Então, viu o jovem de chifres de veado e panfletos nas mãos responder sinceramente: "Para ser franco, sou especialista em resolver questões especiais. Notei algo diferente no senhor, provavelmente teve contato com coisas incomuns."

O homem ficou surpreso, cerrou os punhos, mas não duvidou nem por um instante—

"Irmão, entra logo no carro!"

"Eu..." Zhou Li olhou para os panfletos, mas acabou entrando e sentando-se atrás. "Então realmente está passando por problemas."

"Sim, estou muito incomodado esses dias."

O homem começou a relatar o que vinha acontecendo.

Segundo ele, tudo começou há duas semanas. Coisas em casa caíam sozinhas, mesmo sem ninguém na sala. Colocava um copo bem no centro da mesa e, do nada, ele despencava.

As câmeras mostravam o copo se movendo sozinho.

Procuraram vários especialistas, mas nenhum resolveu. Chegaram a mudar de casa, mas só ficaram tranquilos por dois dias e, desde então, não ousam mais voltar.

Zhou Li sentia-se ouvindo uma história de fantasmas.

Quando terminou, o homem olhou para Zhou Li, esperançoso: "Estamos mexendo com alguma coisa? Ou alguém está me prejudicando? Tem jeito? É fácil resolver? Quanto custa?"

Sicomoro cochichou: "Parece fraco, deve ser uma criatura pequena. Diz que é fácil e cobra uma fortuna!"

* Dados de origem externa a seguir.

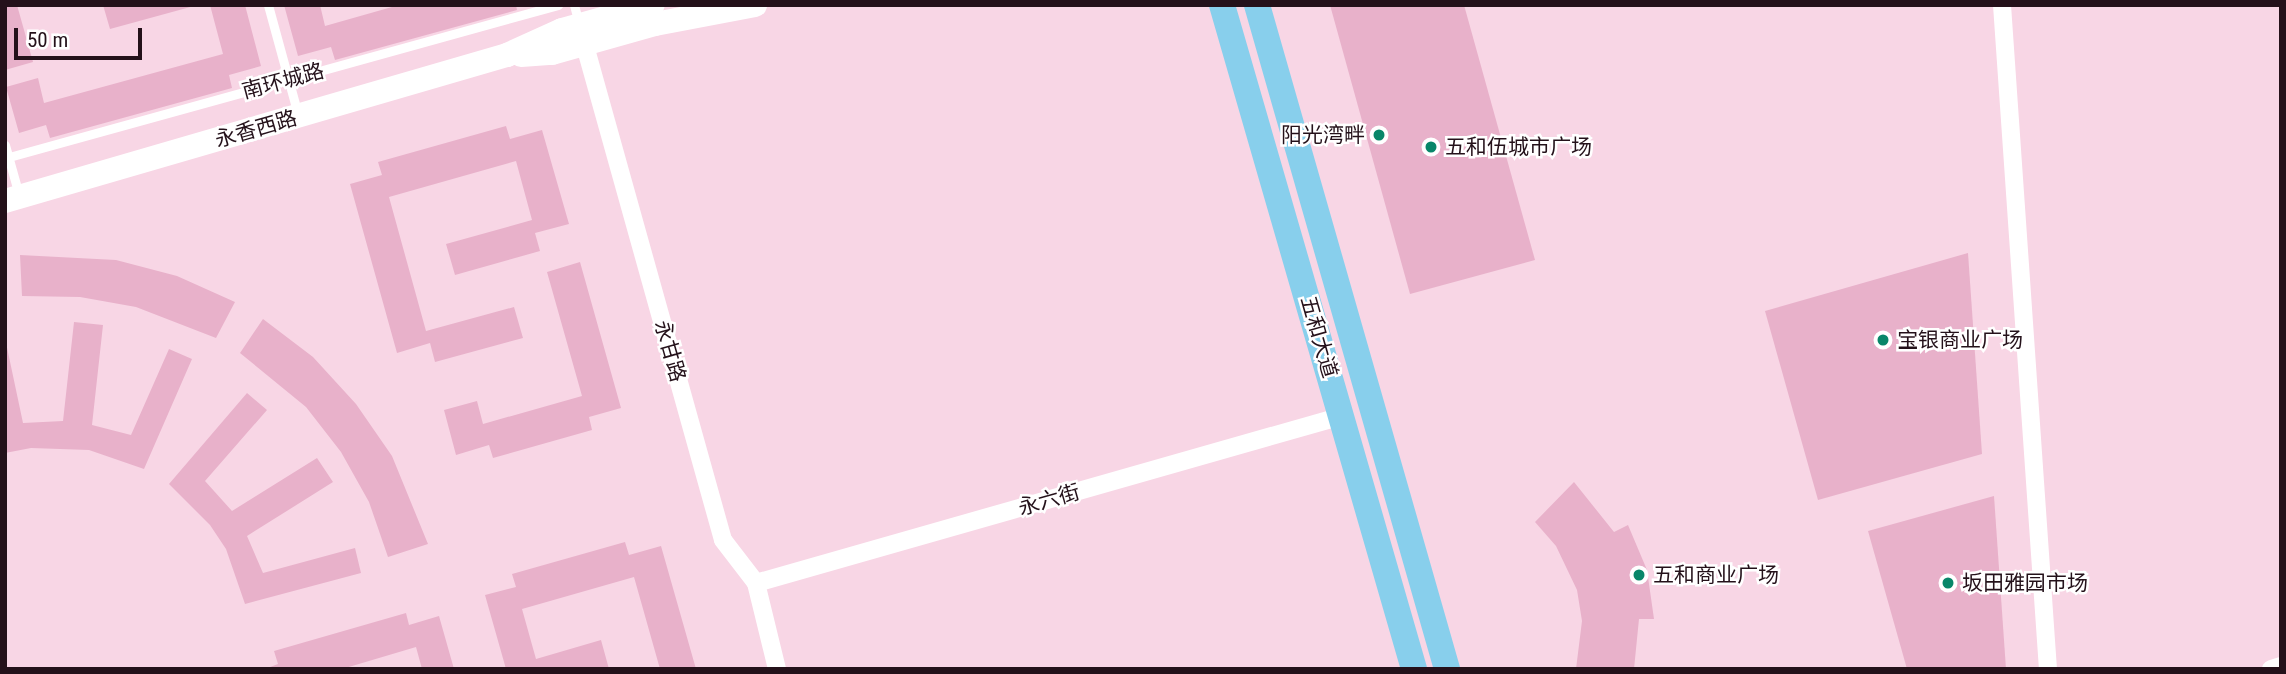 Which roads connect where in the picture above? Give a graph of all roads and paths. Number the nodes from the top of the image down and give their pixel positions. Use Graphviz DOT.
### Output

"Qual seu nome?" Zhou Li perguntou, calmo.

"Me chamo Liu Cheng," respondeu ele. "Tenho uma empresa de reformas e estou competindo por um grande projeto."

"Ah, entendi..."

"Hoje em dia, mestres espirituais são raríssimos", sussurrou Sicomoro.

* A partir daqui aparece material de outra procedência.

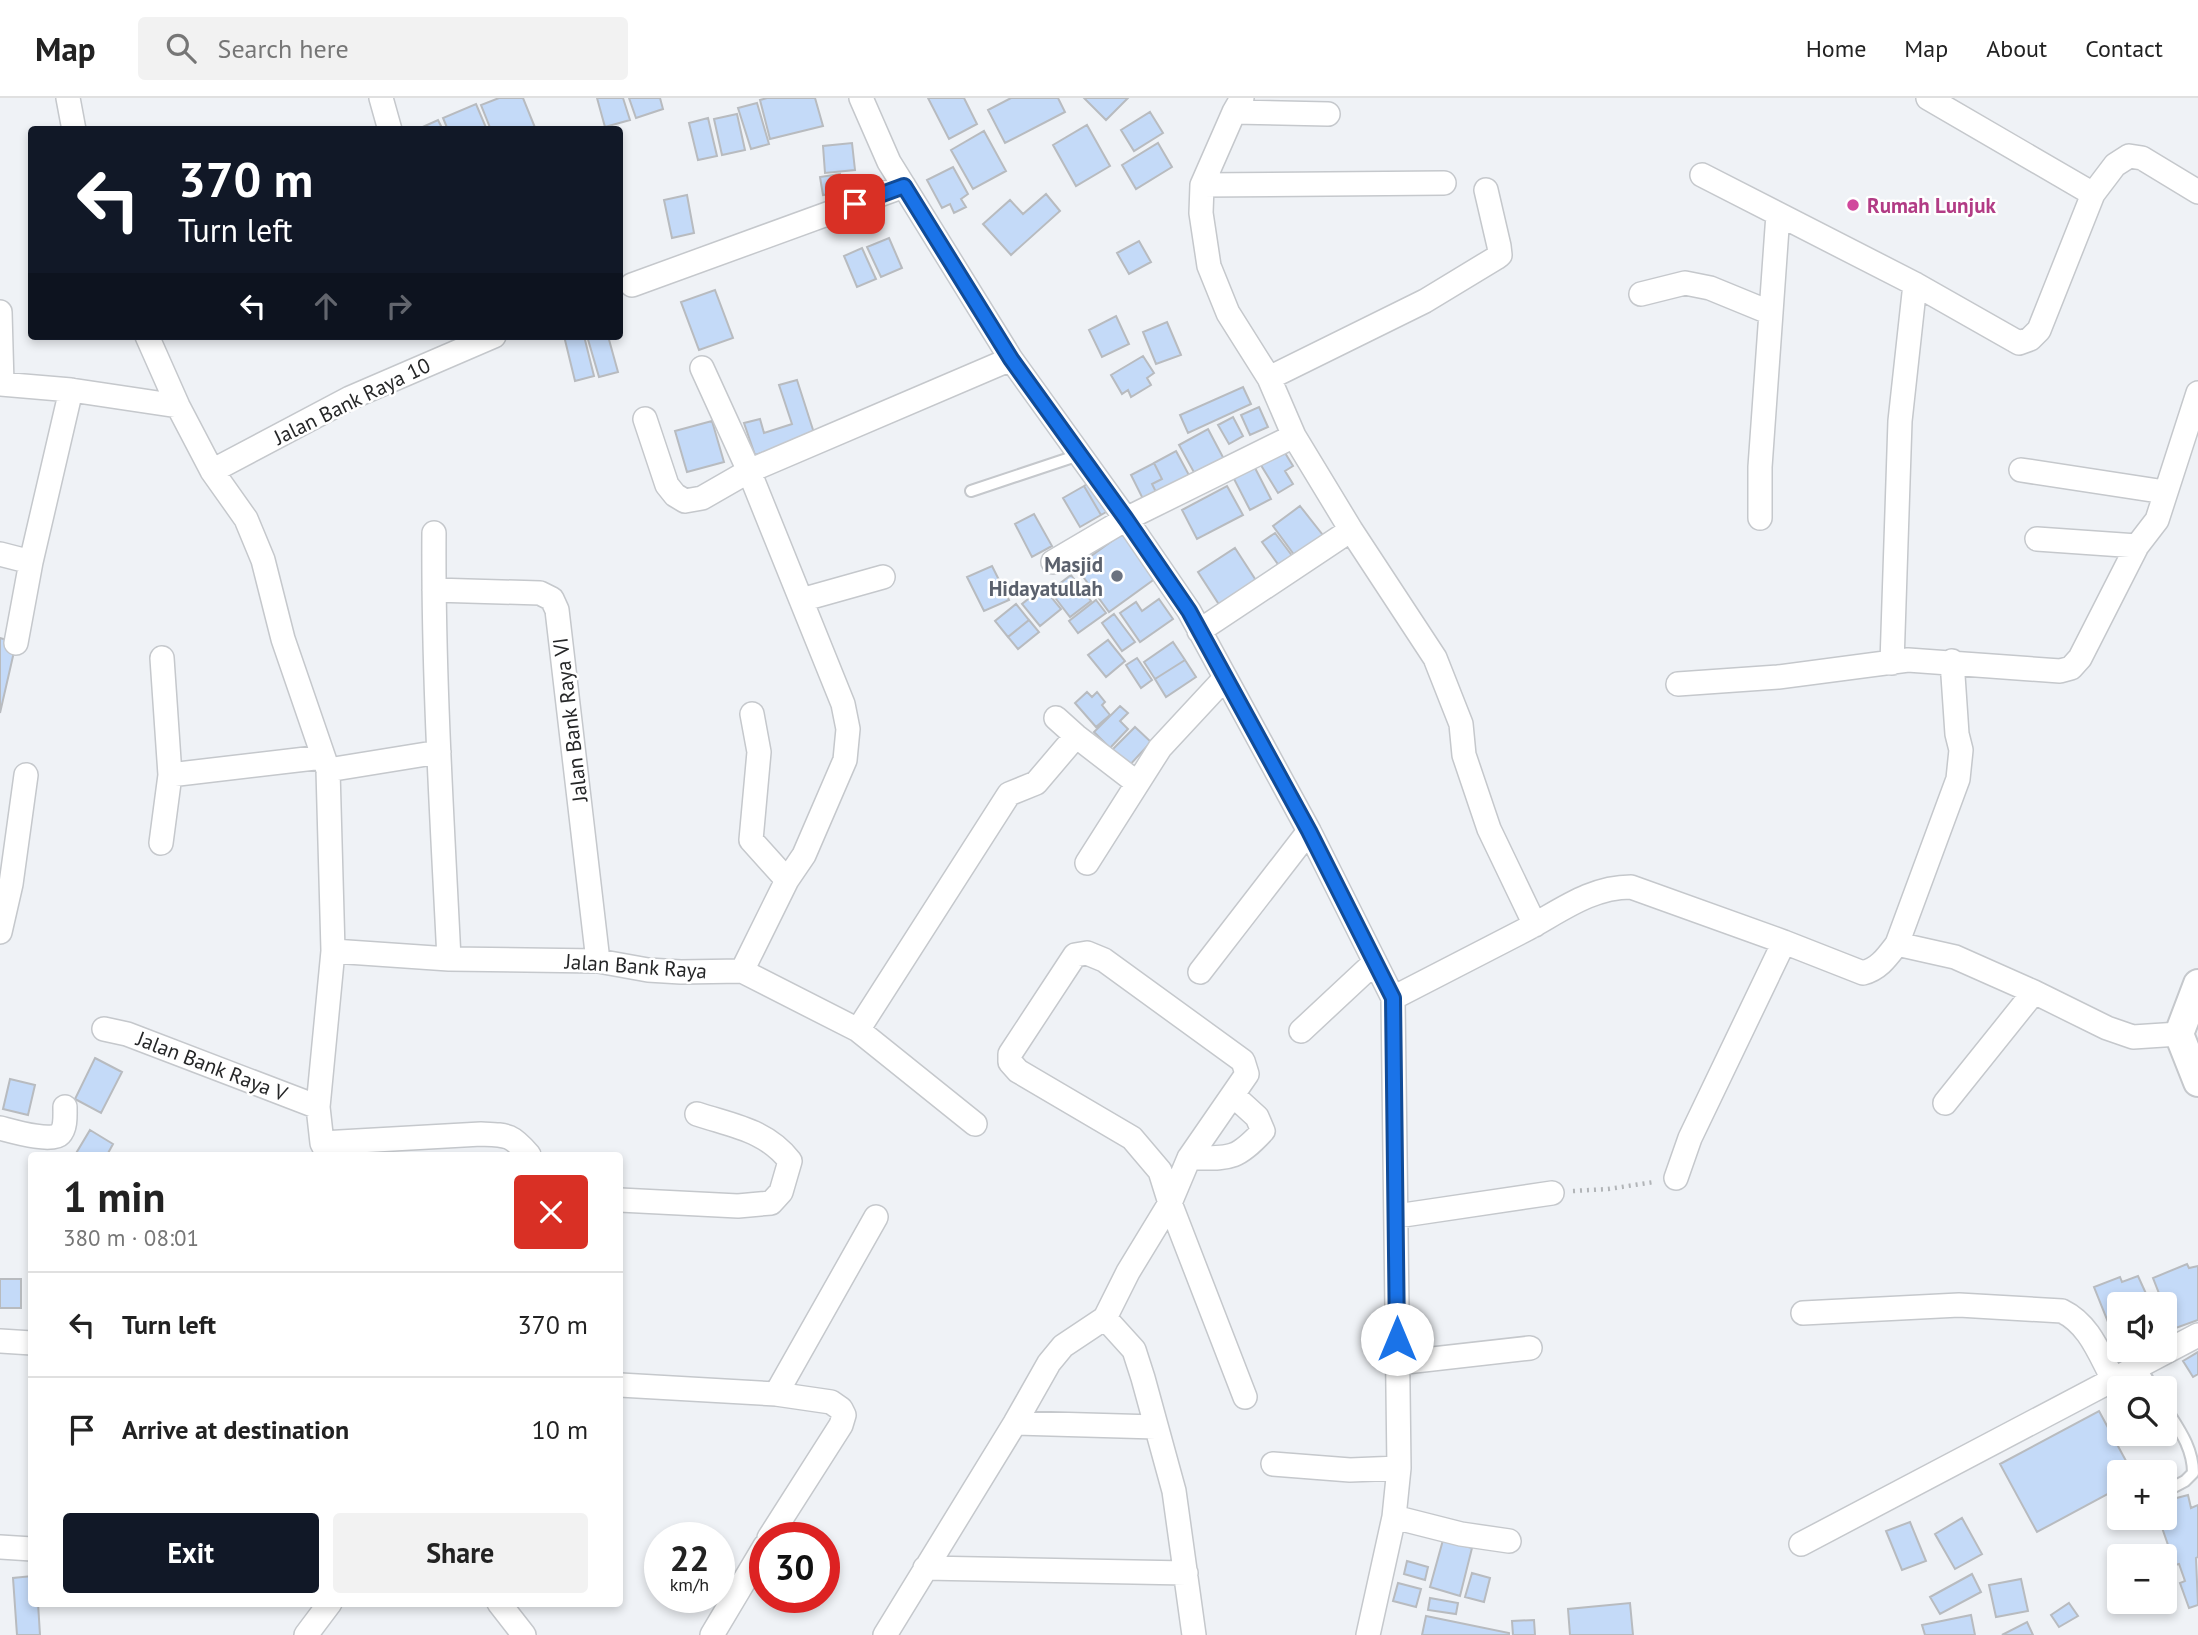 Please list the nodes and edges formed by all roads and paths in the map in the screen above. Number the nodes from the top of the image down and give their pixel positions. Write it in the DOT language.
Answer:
graph roads {
  1 [pos="68,98"];
  2 [pos="382,98"];
  3 [pos="861,98"];
  4 [pos="1928,98"];
  5 [pos="1238,105"];
  6 [pos="1328,114"];
  7 [pos="73,126"];
  8 [pos="389,126"];
  9 [pos="1702,175"];
  10 [pos="1444,183"];
  11 [pos="1202,185"];
  12 [pos="904,186"];
  13 [pos="1486,190"];
  14 [pos="2198,192"];
  15 [pos="2093,194"];
  16 [pos="1778,215"];
  17 [pos="1915,284"];
  18 [pos="632,285"];
  19 [pos="1642,294"];
  20 [pos="0,312"];
  21 [pos="1771,313"];
  22 [pos="149,340"];
  23 [pos="485,340"];
  24 [pos="1011,359"];
  25 [pos="702,368"];
  26 [pos="1269,378"];
  27 [pos="1,384"];
  28 [pos="71,390"];
  29 [pos="2198,393"];
  30 [pos="178,405"];
  31 [pos="645,418"];
  32 [pos="1294,436"];
  33 [pos="1079,455"];
  34 [pos="2021,470"];
  35 [pos="212,471"];
  36 [pos="749,471"];
  37 [pos="971,491"];
  38 [pos="2165,492"];
  39 [pos="1760,518"];
  40 [pos="1126,519"];
  41 [pos="1351,530"];
  42 [pos="434,533"];
  43 [pos="2036,540"];
  44 [pos="2137,546"];
  45 [pos="0,554"];
  46 [pos="31,562"];
  47 [pos="1053,562"];
  48 [pos="883,577"];
  49 [pos="434,590"];
  50 [pos="801,600"];
  51 [pos="1199,631"];
  52 [pos="16,643"];
  53 [pos="162,658"];
  54 [pos="1952,661"];
  55 [pos="1892,663"];
  56 [pos="1225,678"];
  57 [pos="1678,684"];
  58 [pos="752,714"];
  59 [pos="1056,718"];
  60 [pos="1076,736"];
  61 [pos="439,752"];
  62 [pos="325,764"];
  63 [pos="26,775"];
  64 [pos="170,775"];
  65 [pos="1137,783"];
  66 [pos="1309,831"];
  67 [pos="162,843"];
  68 [pos="1087,863"];
  69 [pos="787,880"];
  70 [pos="1535,925"];
  71 [pos="0,932"];
  72 [pos="1784,942"];
  73 [pos="1897,944"];
  74 [pos="333,951"];
  75 [pos="449,959"];
  76 [pos="598,961"];
  77 [pos="1375,962"];
  78 [pos="742,971"];
  79 [pos="1200,972"];
  80 [pos="2198,984"];
  81 [pos="2034,992"];
  82 [pos="1393,998"];
  83 [pos="2187,1024"];
  84 [pos="104,1029"];
  85 [pos="858,1030"];
  86 [pos="1301,1031"];
  87 [pos="2198,1082"];
  88 [pos="1234,1097"];
  89 [pos="1945,1103"];
  90 [pos="65,1107"];
  91 [pos="318,1107"];
  92 [pos="697,1114"];
  93 [pos="975,1124"];
  94 [pos="0,1128"];
  95 [pos="325,1149"];
  96 [pos="526,1152"];
  97 [pos="1189,1158"];
  98 [pos="1676,1178"];
  99 [pos="1552,1193"];
  100 [pos="623,1200"];
  101 [pos="1170,1203"];
  102 [pos="1397,1216"];
  103 [pos="876,1217"];
  104 [pos="1803,1312"];
  105 [pos="1105,1318"];
  106 [pos="2198,1335"];
  107 [pos="0,1341"];
  108 [pos="28,1343"];
  109 [pos="1530,1348"];
  110 [pos="1397,1363"];
  111 [pos="2139,1365"];
  112 [pos="2111,1376"];
  113 [pos="2120,1376"];
  114 [pos="2146,1376"];
  115 [pos="2107,1383"];
  116 [pos="623,1385"];
  117 [pos="776,1394"];
  118 [pos="1245,1397"];
  119 [pos="1015,1423"];
  120 [pos="1156,1427"];
  121 [pos="2177,1427"];
  122 [pos="1273,1464"];
  123 [pos="1399,1468"];
  124 [pos="2177,1485"];
  125 [pos="1394,1517"];
  126 [pos="779,1522"];
  127 [pos="1509,1541"];
  128 [pos="1801,1544"];
  129 [pos="0,1548"];
  130 [pos="28,1549"];
  131 [pos="925,1568"];
  132 [pos="749,1573"];
  133 [pos="1186,1573"];
  134 [pos="327,1607"];
  135 [pos="502,1607"];
  136 [pos="306,1635"];
  137 [pos="524,1635"];
  138 [pos="712,1635"];
  139 [pos="885,1635"];
  140 [pos="1194,1635"];
  141 [pos="1368,1635"];
  1 -- 7 [label="street"];
  2 -- 8 [label="street"];
  3 -- 12 [label="street"];
  4 -- 15 [label="street"];
  5 -- 6 [label="street"];
  5 -- 11 [label="street"];
  9 -- 16 [label="street"];
  10 -- 11 [label="street"];
  11 -- 26 [label="street"];
  12 -- 18 [label="street"];
  12 -- 24 [label="street"];
  13 -- 26 [label="street"];
  14 -- 15 [label="street"];
  15 -- 17 [label="street"];
  16 -- 17 [label="street"];
  16 -- 21 [label="street"];
  17 -- 55 [label="street"];
  19 -- 21 [label="street"];
  20 -- 27 [label="street"];
  21 -- 39 [label="street"];
  22 -- 30 [label="street"];
  23 -- 35 [label="street, Jalan Bank Raya 10"];
  24 -- 33 [label="street"];
  24 -- 36 [label="street"];
  25 -- 36 [label="street"];
  26 -- 32 [label="street"];
  27 -- 28 [label="street"];
  28 -- 30 [label="street"];
  28 -- 46 [label="street"];
  29 -- 38 [label="street"];
  30 -- 35 [label="street"];
  31 -- 36 [label="street"];
  32 -- 40 [label="street"];
  32 -- 41 [label="street"];
  33 -- 37 [label="lane"];
  33 -- 40 [label="street"];
  34 -- 38 [label="street"];
  35 -- 62 [label="street"];
  36 -- 50 [label="street"];
  38 -- 44 [label="street"];
  40 -- 47 [label="street"];
  40 -- 51 [label="street"];
  41 -- 51 [label="street"];
  41 -- 70 [label="street"];
  42 -- 49 [label="street"];
  43 -- 44 [label="street"];
  44 -- 54 [label="street"];
  45 -- 46 [label="street"];
  46 -- 52 [label="street"];
  48 -- 50 [label="street"];
  49 -- 61 [label="street"];
  49 -- 76 [label="street, Jalan Bank Raya VI"];
  50 -- 69 [label="street"];
  51 -- 56 [label="street"];
  53 -- 64 [label="street"];
  54 -- 55 [label="street"];
  54 -- 73 [label="street"];
  55 -- 57 [label="street"];
  56 -- 65 [label="street"];
  56 -- 66 [label="street"];
  58 -- 69 [label="street"];
  59 -- 60 [label="street"];
  60 -- 65 [label="street"];
  60 -- 85 [label="street"];
  61 -- 62 [label="street"];
  61 -- 75 [label="street"];
  62 -- 64 [label="street"];
  62 -- 74 [label="street"];
  63 -- 71 [label="street"];
  64 -- 67 [label="street"];
  65 -- 68 [label="street"];
  66 -- 77 [label="street"];
  66 -- 79 [label="street"];
  69 -- 78 [label="street"];
  70 -- 72 [label="street"];
  70 -- 82 [label="street"];
  72 -- 73 [label="street"];
  72 -- 98 [label="street"];
  73 -- 81 [label="street"];
  74 -- 75 [label="street, Jalan Bank Raya"];
  74 -- 91 [label="street"];
  75 -- 76 [label="street, Jalan Bank Raya"];
  76 -- 78 [label="street, Jalan Bank Raya"];
  77 -- 82 [label="street"];
  77 -- 86 [label="street"];
  78 -- 85 [label="street, Jalan Bank Raya"];
  80 -- 83 [label="street"];
  81 -- 83 [label="street"];
  81 -- 89 [label="street"];
  82 -- 102 [label="street"];
  83 -- 87 [label="street"];
  84 -- 91 [label="street, Jalan Bank Raya V"];
  85 -- 93 [label="street, Jalan Bank Raya"];
  88 -- 97 [label="street"];
  88 -- 97 [label="street"];
  88 -- 101 [label="street"];
  90 -- 94 [label="street"];
  91 -- 95 [label="street"];
  92 -- 100 [label="street"];
  95 -- 96 [label="street"];
  97 -- 101 [label="street"];
  98 -- 99 [label="path"];
  99 -- 102 [label="street"];
  101 -- 105 [label="street"];
  101 -- 118 [label="street"];
  102 -- 110 [label="street"];
  103 -- 117 [label="street"];
  104 -- 112 [label="street"];
  105 -- 119 [label="street"];
  105 -- 120 [label="street"];
  106 -- 111 [label="street"];
  107 -- 108 [label="street"];
  109 -- 110 [label="street"];
  110 -- 123 [label="street"];
  111 -- 113 [label="street"];
  111 -- 114 [label="lane"];
  115 -- 128 [label="street"];
  116 -- 117 [label="street"];
  117 -- 126 [label="street"];
  119 -- 120 [label="street"];
  119 -- 131 [label="street"];
  120 -- 133 [label="street"];
  121 -- 124 [label="lane"];
  122 -- 123 [label="street"];
  123 -- 125 [label="street"];
  125 -- 127 [label="street"];
  125 -- 141 [label="street"];
  129 -- 130 [label="street"];
  131 -- 133 [label="street"];
  131 -- 139 [label="street"];
  132 -- 138 [label="street"];
  133 -- 140 [label="street"];
  134 -- 136 [label="street"];
  135 -- 137 [label="street"];
}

"Não se preocupe, senhor Liu. Seja qual for o motivo, como disse, sou muito experiente em lidar com isso." Zhou Li não negou as suspeitas de Liu Cheng.

"Sério?"

"Com certeza, sou especialista!"

"Quanto você cobra? Diga um valor!"

"Pede uns oitocentos ou mil!" sugeriu Sicomoro.

"Deixo ao senhor decidir, nosso objetivo principal é evitar que criaturas causem problemas entre humanos. Não cobramos adiantado; o senhor só paga quando tudo estiver resolvido." Zhou Li falou devagar, ainda pouco à vontade com o serviço.

"Muito obrigado!"

"Se ele não pagar, eu acabo com ele!"